**Work item**
Exact repetition is required: reproduce every line of the data.

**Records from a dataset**
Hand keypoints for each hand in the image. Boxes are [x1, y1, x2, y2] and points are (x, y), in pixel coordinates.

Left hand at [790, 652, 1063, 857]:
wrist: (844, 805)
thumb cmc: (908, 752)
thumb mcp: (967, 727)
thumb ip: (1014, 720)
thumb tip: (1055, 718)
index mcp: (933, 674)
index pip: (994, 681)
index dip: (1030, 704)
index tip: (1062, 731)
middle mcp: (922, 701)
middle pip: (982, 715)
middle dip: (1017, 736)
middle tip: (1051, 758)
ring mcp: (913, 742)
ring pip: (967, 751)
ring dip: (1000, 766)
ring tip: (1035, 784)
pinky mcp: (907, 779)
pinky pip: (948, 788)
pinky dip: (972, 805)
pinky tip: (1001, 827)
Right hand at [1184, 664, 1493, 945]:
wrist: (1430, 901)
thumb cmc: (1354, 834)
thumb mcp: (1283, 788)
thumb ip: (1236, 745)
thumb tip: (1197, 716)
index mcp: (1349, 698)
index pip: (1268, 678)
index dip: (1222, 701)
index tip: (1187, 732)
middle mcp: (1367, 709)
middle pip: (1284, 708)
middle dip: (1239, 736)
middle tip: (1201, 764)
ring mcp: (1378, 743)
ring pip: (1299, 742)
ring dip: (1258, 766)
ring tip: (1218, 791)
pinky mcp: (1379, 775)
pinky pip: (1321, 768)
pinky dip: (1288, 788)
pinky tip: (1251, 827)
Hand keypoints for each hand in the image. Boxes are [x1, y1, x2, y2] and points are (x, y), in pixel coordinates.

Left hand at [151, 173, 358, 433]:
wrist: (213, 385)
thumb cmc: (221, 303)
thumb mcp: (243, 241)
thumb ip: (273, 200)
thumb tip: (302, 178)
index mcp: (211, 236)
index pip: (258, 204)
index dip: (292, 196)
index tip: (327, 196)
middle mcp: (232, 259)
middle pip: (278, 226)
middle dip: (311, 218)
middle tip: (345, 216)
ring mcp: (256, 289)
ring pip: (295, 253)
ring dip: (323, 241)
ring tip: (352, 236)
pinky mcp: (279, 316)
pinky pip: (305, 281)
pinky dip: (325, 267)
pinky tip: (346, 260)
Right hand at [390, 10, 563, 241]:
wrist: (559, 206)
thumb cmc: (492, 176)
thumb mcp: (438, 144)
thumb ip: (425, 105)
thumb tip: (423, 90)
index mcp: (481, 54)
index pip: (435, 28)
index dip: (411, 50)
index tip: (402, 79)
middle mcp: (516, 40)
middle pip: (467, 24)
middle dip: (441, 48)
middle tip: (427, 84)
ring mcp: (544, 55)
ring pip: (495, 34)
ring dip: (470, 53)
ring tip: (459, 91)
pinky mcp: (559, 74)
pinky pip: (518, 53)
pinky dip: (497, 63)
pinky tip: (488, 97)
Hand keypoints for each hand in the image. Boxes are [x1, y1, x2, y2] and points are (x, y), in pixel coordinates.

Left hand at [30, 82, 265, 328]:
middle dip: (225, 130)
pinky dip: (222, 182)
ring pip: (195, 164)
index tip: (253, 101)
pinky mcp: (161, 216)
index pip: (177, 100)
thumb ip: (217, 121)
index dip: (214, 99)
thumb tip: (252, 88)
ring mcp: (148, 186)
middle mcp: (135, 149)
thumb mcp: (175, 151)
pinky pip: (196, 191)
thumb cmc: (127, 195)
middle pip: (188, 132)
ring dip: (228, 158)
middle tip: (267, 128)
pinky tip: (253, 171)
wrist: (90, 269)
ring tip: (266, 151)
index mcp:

**Your solution**
Hand keypoints for each hand in the image. Boxes are [x1, y1, x2, y2] and points are (x, y), in pixel coordinates.

Left hand at [790, 652, 1063, 857]:
wrist: (844, 805)
thumb cmc: (908, 752)
thumb mcp: (967, 727)
thumb ip: (1014, 720)
thumb tip: (1055, 718)
index mcp: (933, 674)
index pip: (994, 681)
index dip: (1030, 704)
index tip: (1062, 731)
middle mcp: (922, 701)
middle pip: (982, 715)
middle dip: (1017, 736)
middle tip: (1051, 758)
ring mcp: (913, 742)
ring pip: (967, 751)
ring dip: (1000, 766)
ring tip: (1035, 784)
pinky mcp: (907, 779)
pinky pip: (948, 788)
pinky dip: (972, 805)
pinky tip: (1001, 827)
Right hand at [1184, 664, 1493, 945]:
wrist: (1430, 901)
thumb cmc: (1354, 834)
thumb mcp: (1283, 788)
thumb ip: (1236, 745)
thumb tip: (1197, 716)
index mcp: (1349, 698)
index pip: (1268, 678)
index dip: (1222, 701)
index tip: (1187, 732)
middle mcp: (1367, 709)
middle pip: (1284, 708)
middle dip: (1239, 736)
middle tip: (1201, 764)
ring mcp: (1378, 743)
ring pip: (1299, 742)
ring dip: (1258, 766)
ring tip: (1218, 791)
pinky mcp: (1379, 775)
pinky pip: (1321, 768)
pinky dip: (1288, 788)
pinky tip: (1251, 827)
Hand keypoints for each hand in the image. Boxes are [x1, y1, x2, y2] and points are (x, y), in pixel coordinates.

Left hand at [151, 173, 358, 433]:
wrist: (213, 385)
thumb cmc: (221, 303)
thumb mcp: (243, 241)
thumb ip: (273, 200)
thumb tip: (302, 178)
index mcp: (211, 236)
index pip: (258, 204)
index dip: (292, 196)
index tip: (327, 196)
middle mcp: (232, 259)
middle pip: (278, 226)
middle dip: (311, 218)
middle tip: (345, 216)
ring mcp: (256, 289)
ring pip: (295, 253)
ring dip: (323, 241)
ring tip: (352, 236)
pinky mcp: (279, 316)
pinky pip: (305, 281)
pinky dip: (325, 267)
pinky tip: (346, 260)
Right hand at [390, 10, 563, 241]:
wrist: (559, 206)
thumb cmc: (492, 176)
thumb mcp: (438, 144)
thumb ip: (425, 105)
thumb tip: (423, 90)
index mcp: (481, 54)
index pip: (435, 28)
index dip: (411, 50)
index tip: (402, 79)
middle mcp: (516, 40)
middle pip: (467, 24)
middle dip: (441, 48)
middle tip: (427, 84)
ring mcp: (544, 55)
ring pip: (495, 34)
ring dip: (470, 53)
ring tip: (459, 91)
pinky mcp: (559, 74)
pinky pip: (518, 53)
pinky dip: (497, 63)
pinky tip: (488, 97)
Hand keypoints for each hand in the image. Boxes are [x1, y1, x2, y2] and points are (x, y), in pixel coordinates.

Left hand at [30, 82, 265, 328]:
middle dip: (225, 130)
pinky dip: (222, 182)
ring pip: (195, 164)
index tip: (253, 101)
pinky mcp: (161, 216)
index pip: (177, 100)
thumb ip: (217, 121)
index dip: (214, 99)
thumb tip: (252, 88)
ring mcp: (148, 186)
middle mcp: (135, 149)
thumb mcp: (175, 151)
pinky pip: (196, 191)
thumb cmc: (127, 195)
middle pip: (188, 132)
ring dip: (228, 158)
middle tip: (267, 128)
pinky tip: (253, 171)
wrist: (90, 269)
ring tip: (266, 151)
index mcp:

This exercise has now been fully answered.